# ASSIGNED TASK:
Down to the last line, write out the entries below exactly and omit all pictures.
GIVEN RECORDS Block Start
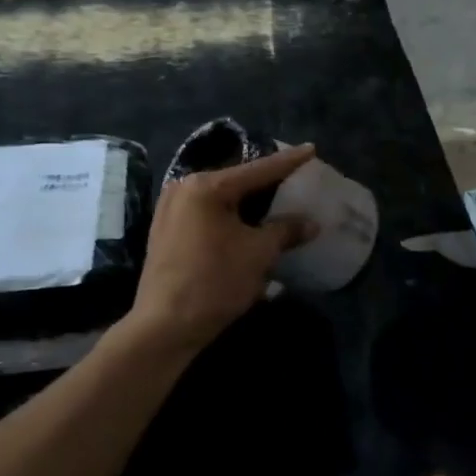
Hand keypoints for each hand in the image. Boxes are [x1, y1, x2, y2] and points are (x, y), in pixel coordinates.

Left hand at [128, 144, 317, 353]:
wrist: (165, 326)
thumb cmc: (215, 281)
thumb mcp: (258, 254)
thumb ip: (285, 231)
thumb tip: (311, 223)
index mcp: (205, 186)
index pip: (257, 170)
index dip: (288, 162)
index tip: (310, 149)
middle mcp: (182, 189)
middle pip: (235, 181)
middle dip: (265, 182)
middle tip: (294, 176)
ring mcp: (169, 211)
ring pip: (220, 199)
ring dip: (247, 203)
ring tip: (275, 199)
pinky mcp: (165, 232)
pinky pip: (206, 215)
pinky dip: (229, 217)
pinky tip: (247, 224)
GIVEN RECORDS Block End
# EXPECTED ANSWER:
Hand keypoints for each hand in the image. Boxes are [x1, y1, x2, y2] and points are (x, y), in pixel coordinates.

Left hand at [128, 144, 317, 353]:
wrist: (165, 326)
thumb cmc: (215, 281)
thumb mcp: (258, 254)
thumb ip: (285, 231)
thumb tip: (311, 223)
index mcp: (205, 186)
index pip: (257, 170)
index dip: (288, 162)
index tip: (310, 149)
middle mcp: (182, 189)
middle pip: (235, 181)
middle dip: (265, 182)
middle tip: (294, 176)
ring mcp: (169, 211)
ring pip: (220, 199)
ring dip: (247, 203)
ring tip: (275, 199)
pinky mcp: (165, 232)
pinky pip: (206, 215)
pinky dip: (229, 217)
pinky tip: (247, 224)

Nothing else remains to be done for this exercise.